◆ Task brief: Leaving out all images, return the entries below exactly.
== Exercise data
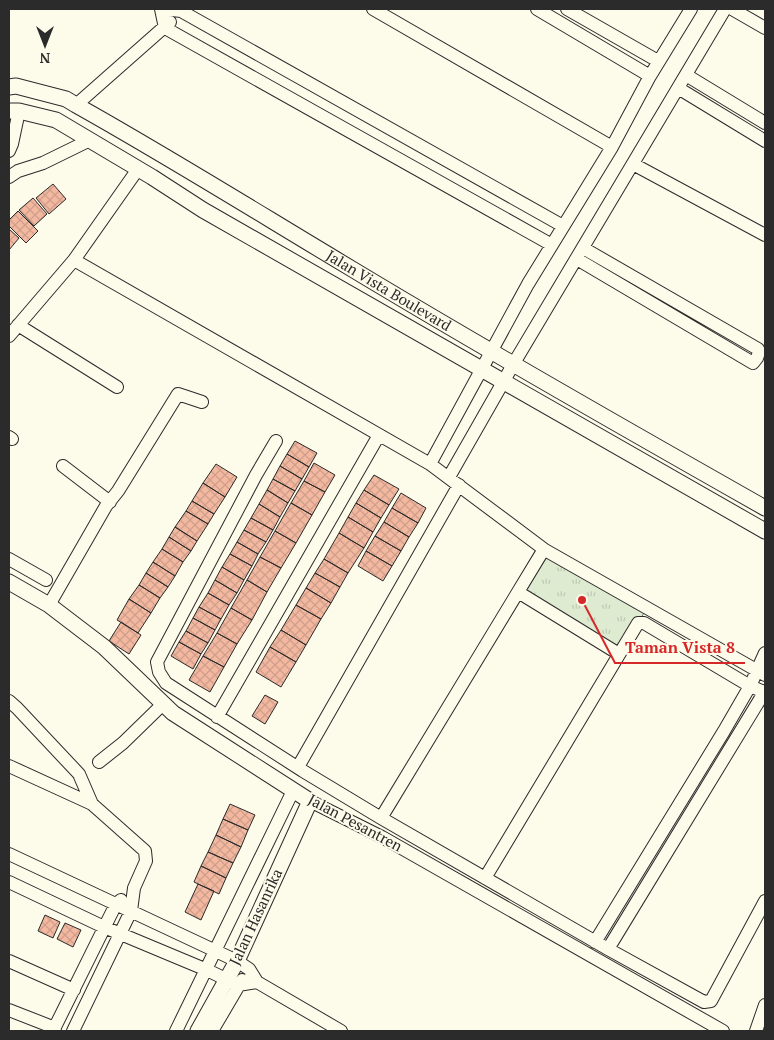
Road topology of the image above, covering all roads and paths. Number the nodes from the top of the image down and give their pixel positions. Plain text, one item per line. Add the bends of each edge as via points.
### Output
1 (162, 9) edge
2 (373, 9) edge
3 (537, 9) edge
4 (567, 9) edge
5 (690, 9) edge
6 (725, 9) edge
7 (732, 9) edge
8 (183, 10) edge
9 (165, 28) junction
10 (765, 28) edge
11 (658, 61) junction
12 (686, 75) junction
13 (650, 76) junction
14 (12, 86) edge
15 (315, 87) junction
16 (678, 88) junction
17 (76, 105) junction
18 (304, 105) junction
19 (14, 111) edge
20 (56, 120) junction
21 (765, 123) edge
22 (90, 140) junction
23 (765, 141) edge
24 (612, 147) junction
25 (9, 151) edge
26 (436, 155) junction
27 (633, 164) junction
28 (138, 169) junction
29 (426, 174) junction
30 (9, 177) edge
31 (563, 226) junction
32 (765, 235) edge
33 (552, 245) junction
34 (580, 254) junction
35 (74, 260) junction
36 (18, 325) junction
37 (9, 336) edge
38 (491, 350) junction
39 (514, 363) junction
40 (482, 368) junction
41 (504, 381) junction
42 (117, 387) dead end
43 (202, 402) dead end
44 (379, 435) junction
45 (276, 441) dead end
46 (430, 464) junction
47 (64, 466) dead end
48 (454, 481) junction
49 (110, 502) junction
50 (765, 508) edge
51 (765, 531) edge
52 (545, 550) junction
53 (9, 559) edge
54 (46, 580) dead end
55 (9, 582) edge
56 (518, 592) junction
57 (49, 605) junction
58 (765, 653) edge
59 (620, 654) junction
60 (761, 673) edge
61 (750, 686) junction
62 (765, 691) edge
63 (9, 701) edge
64 (163, 704) junction
65 (217, 717) junction
66 (99, 762) dead end
67 (9, 766) edge
68 (298, 767) junction
69 (290, 798) dead end
70 (310, 801) junction
71 (92, 804) junction
72 (381, 818) junction
73 (9, 854) edge
74 (485, 878) junction
75 (9, 882) edge
76 (134, 888) junction
77 (765, 901) edge
78 (116, 904) junction
79 (131, 911) junction
80 (104, 927) junction
81 (120, 934) junction
82 (595, 942) junction
83 (608, 949) junction
84 (215, 952) junction
85 (9, 961) edge
86 (243, 965) junction
87 (207, 970) junction
88 (232, 982) junction
89 (257, 982) junction
90 (74, 990) junction
91 (765, 1006) edge
92 (9, 1010) edge
93 (54, 1030) edge
94 (73, 1031) edge
95 (176, 1031) edge
96 (198, 1031) edge
97 (212, 1031) edge
98 (341, 1031) edge
99 (723, 1031) edge
100 (756, 1031) edge

1 - 8 street
1 - 9 street
2 - 24 street
3 - 13 street
4 - 11 street
5 - 11 street
6 - 12 street
7 - 10 street
8 - 9 street
8 - 15 street
9 - 17 street
9 - 18 street
11 - 13 street
12 - 16 street
12 - 21 street
13 - 24 street
14 - 17 street, Jalan Vista Boulevard
14 - 19 street
15 - 18 street
15 - 26 street
16 - 23 street
16 - 27 street
17 - 20 street
17 - 38 street, Jalan Vista Boulevard
18 - 29 street
19 - 20 street, Jalan Vista Boulevard
19 - 25 street
20 - 22 street, Jalan Vista Boulevard
22 - 28 street, Jalan Vista Boulevard
22 - 30 street
24 - 31 street
26 - 29 street
26 - 31 street
27 - 32 street
27 - 34 street
28 - 35 street
28 - 40 street, Jalan Vista Boulevard
29 - 33 street
31 - 33 street
33 - 38 street
34 - 34 street via 758,349 757,358 753,363
34 - 39 street
35 - 36 street
35 - 44 street
36 - 37 street
36 - 42 street
38 - 39 street, Jalan Vista Boulevard
38 - 40 street
39 - 41 street
39 - 50 street, Jalan Vista Boulevard
40 - 41 street, Jalan Vista Boulevard
40 - 46 street
41 - 48 street
41 - 51 street, Jalan Vista Boulevard
43 - 49 street via 178,394
44 - 46 street
44 - 65 street
45 - 65 street via 157,662 166,683
46 - 48 street
47 - 49 street
48 - 52 street
48 - 68 street
49 - 57 street
52 - 56 street
52 - 60 street
53 - 54 street
55 - 57 street, Jalan Pesantren
56 - 59 street
56 - 72 street
57 - 64 street, Jalan Pesantren via 104,647
58 - 60 street
59 - 61 street via 638,622 641,622
59 - 74 street
60 - 61 street
61 - 62 street
61 - 82 street
62 - 83 street
63 - 71 street via 79,774
64 - 66 street
64 - 70 street, Jalan Pesantren
65 - 68 street
67 - 71 street
68 - 72 street
69 - 84 street
70 - 86 street, Jalan Hasanrika
70 - 99 street, Jalan Pesantren via 382,837
71 - 76 street via 145,851 146,861
72 - 74 street
73 - 78 street
74 - 82 street
75 - 80 street
76 - 78 street
76 - 79 street
77 - 83 street via 708,1002
78 - 79 street
78 - 80 street
79 - 81 street
79 - 84 street
80 - 81 street
80 - 90 street
81 - 87 street
81 - 94 street
82 - 83 street
84 - 86 street
84 - 87 street
85 - 90 street
86 - 88 street, Jalan Hasanrika
86 - 89 street
87 - 88 street
87 - 95 street
88 - 89 street
88 - 96 street, Jalan Hasanrika
88 - 97 street
89 - 98 street
90 - 93 street
91 - 100 street
92 - 93 street

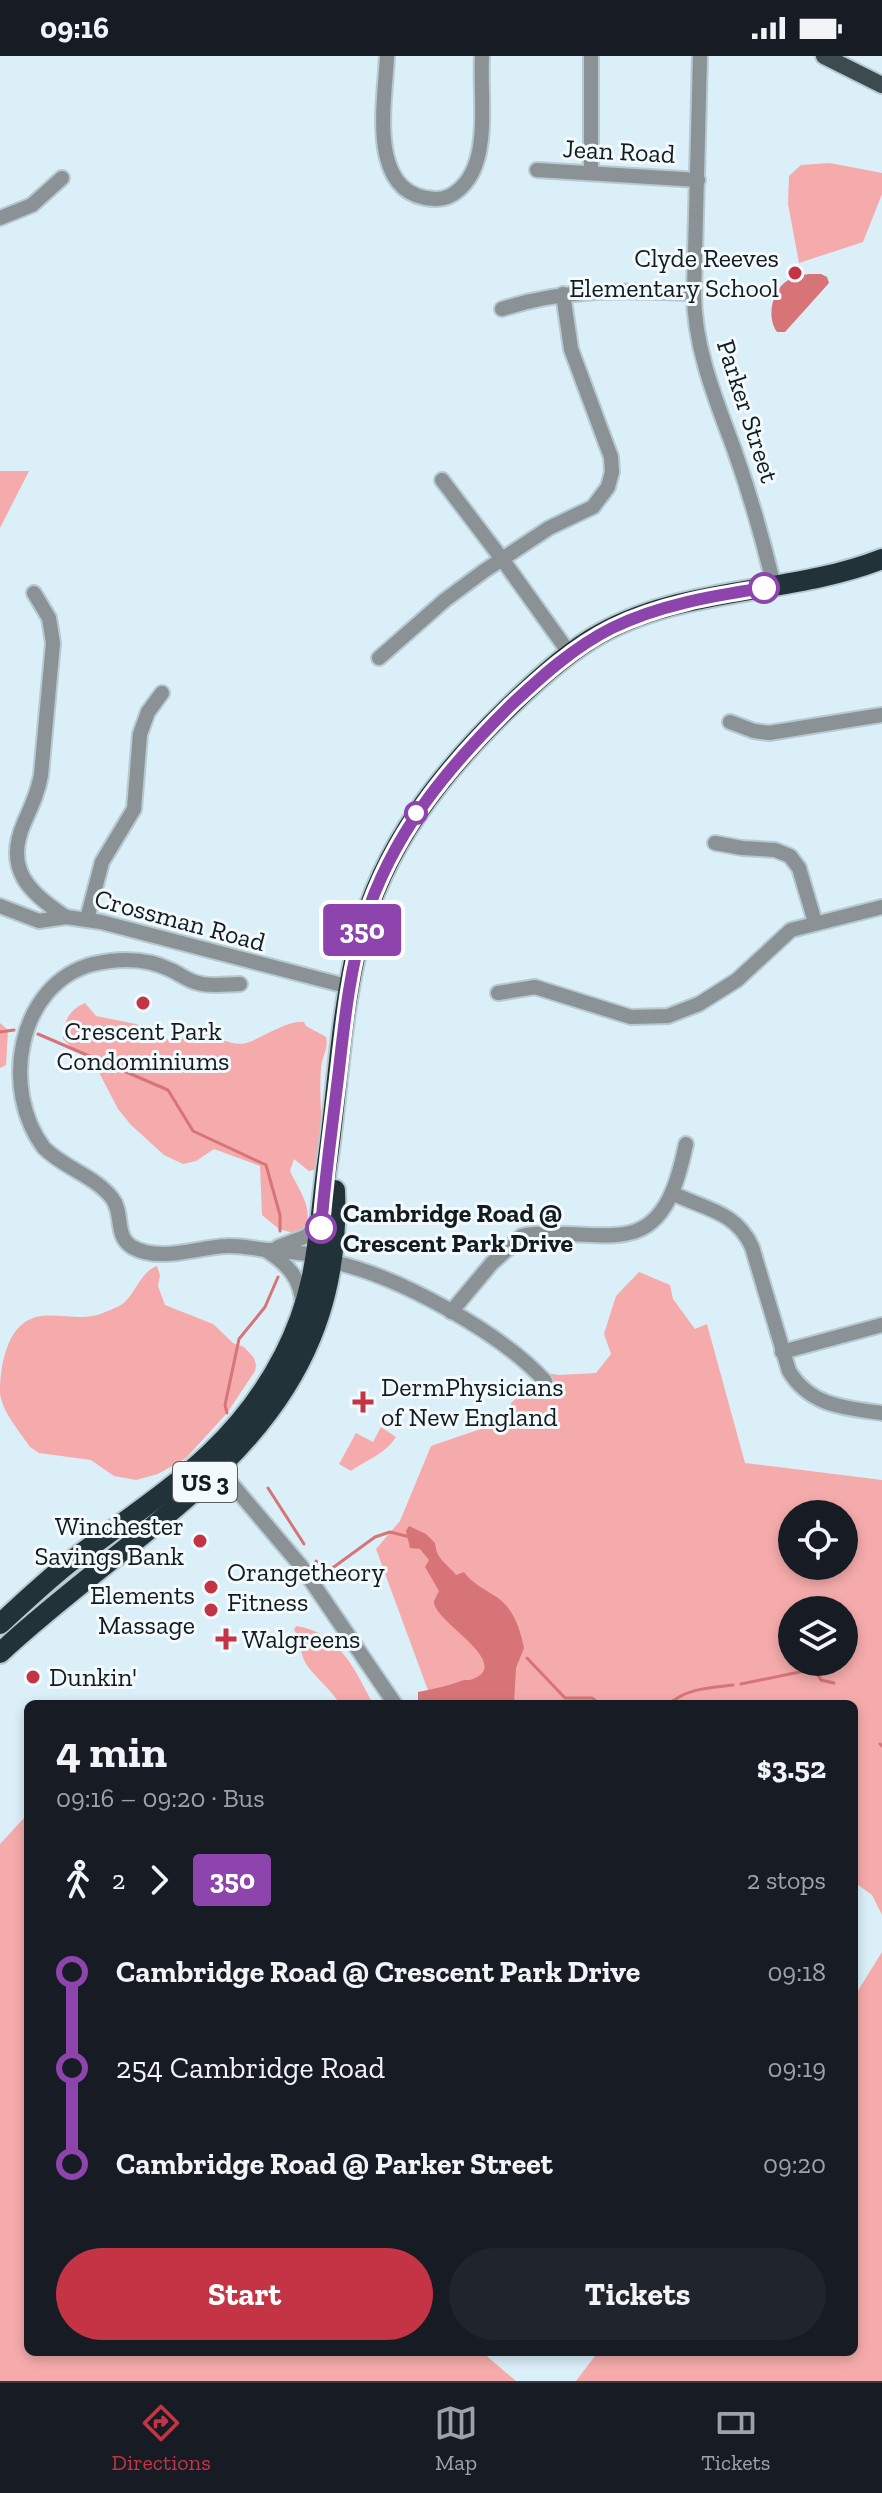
====
◆ Written response:
Road topology of the image above, covering all roads and paths. Number the nodes from the top of the image down and give their pixel positions. Plain text, one item per line. Add the bends of each edge as via points.
### Output
1 (162, 9) edge
2 (373, 9) edge
3 (537, 9) edge
4 (567, 9) edge
5 (690, 9) edge
6 (725, 9) edge
7 (732, 9) edge
8 (183, 10) edge
9 (165, 28) junction
10 (765, 28) edge
11 (658, 61) junction
12 (686, 75) junction
13 (650, 76) junction
14 (12, 86) edge
15 (315, 87) junction
16 (678, 88) junction
17 (76, 105) junction
18 (304, 105) junction
19 (14, 111) edge
20 (56, 120) junction
21 (765, 123) edge
22 (90, 140) junction
23 (765, 141) edge
24 (612, 147) junction
25 (9, 151) edge
26 (436, 155) junction
27 (633, 164) junction
28 (138, 169) junction
29 (426, 174) junction
30 (9, 177) edge
31 (563, 226) junction
32 (765, 235) edge
33 (552, 245) junction
34 (580, 254) junction
35 (74, 260) junction
36 (18, 325) junction
37 (9, 336) edge
38 (491, 350) junction
39 (514, 363) junction
40 (482, 368) junction
41 (504, 381) junction
42 (117, 387) dead end
43 (202, 402) dead end
44 (379, 435) junction
45 (276, 441) dead end
46 (430, 464) junction
47 (64, 466) dead end
48 (454, 481) junction
49 (110, 502) junction
50 (765, 508) edge
51 (765, 531) edge
52 (545, 550) junction
53 (9, 559) edge
54 (46, 580) dead end
55 (9, 582) edge
56 (518, 592) junction
57 (49, 605) junction
58 (765, 653) edge
59 (620, 654) junction
60 (761, 673) edge
61 (750, 686) junction
62 (765, 691) edge
63 (9, 701) edge
64 (163, 704) junction
65 (217, 717) junction
66 (99, 762) dead end
67 (9, 766) edge
68 (298, 767) junction
69 (290, 798) dead end
70 (310, 801) junction
71 (92, 804) junction
72 (381, 818) junction
73 (9, 854) edge
74 (485, 878) junction
75 (9, 882) edge
76 (134, 888) junction
77 (765, 901) edge
78 (116, 904) junction
79 (131, 911) junction
80 (104, 927) junction
81 (120, 934) junction
82 (595, 942) junction
83 (608, 949) junction
84 (215, 952) junction
85 (9, 961) edge
86 (243, 965) junction
87 (207, 970) junction
88 (232, 982) junction
89 (257, 982) junction
90 (74, 990) junction
91 (765, 1006) edge
92 (9, 1010) edge
93 (54, 1030) edge
94 (73, 1031) edge
95 (176, 1031) edge
96 (198, 1031) edge
97 (212, 1031) edge
98 (341, 1031) edge
99 (723, 1031) edge
100 (756, 1031) edge

1 - 8 street
1 - 9 street
2 - 24 street
3 - 13 street
4 - 11 street
5 - 11 street
6 - 12 street
7 - 10 street
8 - 9 street
8 - 15 street
9 - 17 street
9 - 18 street
11 - 13 street
12 - 16 street
12 - 21 street
13 - 24 street
14 - 17 street, Jalan Vista Boulevard
14 - 19 street
15 - 18 street
15 - 26 street
16 - 23 street
16 - 27 street
17 - 20 street
17 - 38 street, Jalan Vista Boulevard
18 - 29 street
19 - 20 street, Jalan Vista Boulevard
19 - 25 street
20 - 22 street, Jalan Vista Boulevard
22 - 28 street, Jalan Vista Boulevard
22 - 30 street
24 - 31 street
26 - 29 street
26 - 31 street
27 - 32 street
27 - 34 street
28 - 35 street
28 - 40 street, Jalan Vista Boulevard
29 - 33 street
31 - 33 street
33 - 38 street
34 - 34 street via 758,349 757,358 753,363
34 - 39 street
35 - 36 street
35 - 44 street
36 - 37 street
36 - 42 street
38 - 39 street, Jalan Vista Boulevard
38 - 40 street
39 - 41 street
39 - 50 street, Jalan Vista Boulevard
40 - 41 street, Jalan Vista Boulevard
40 - 46 street
41 - 48 street
41 - 51 street, Jalan Vista Boulevard
43 - 49 street via 178,394
44 - 46 street
44 - 65 street
45 - 65 street via 157,662 166,683
46 - 48 street
47 - 49 street
48 - 52 street
48 - 68 street
49 - 57 street
52 - 56 street
52 - 60 street
53 - 54 street
55 - 57 street, Jalan Pesantren
56 - 59 street
56 - 72 street
57 - 64 street, Jalan Pesantren via 104,647
58 - 60 street
59 - 61 street via 638,622 641,622
59 - 74 street
60 - 61 street
61 - 62 street
61 - 82 street
62 - 83 street
63 - 71 street via 79,774
64 - 66 street
64 - 70 street, Jalan Pesantren
65 - 68 street
67 - 71 street
68 - 72 street
69 - 84 street
70 - 86 street, Jalan Hasanrika
70 - 99 street, Jalan Pesantren via 382,837
71 - 76 street via 145,851 146,861
72 - 74 street
73 - 78 street
74 - 82 street
75 - 80 street
76 - 78 street
76 - 79 street
77 - 83 street via 708,1002
78 - 79 street
78 - 80 street
79 - 81 street
79 - 84 street
80 - 81 street
80 - 90 street
81 - 87 street
81 - 94 street
82 - 83 street
84 - 86 street
84 - 87 street
85 - 90 street
86 - 88 street, Jalan Hasanrika
86 - 89 street
87 - 88 street
87 - 95 street
88 - 89 street
88 - 96 street, Jalan Hasanrika
88 - 97 street
89 - 98 street
90 - 93 street
91 - 100 street
92 - 93 street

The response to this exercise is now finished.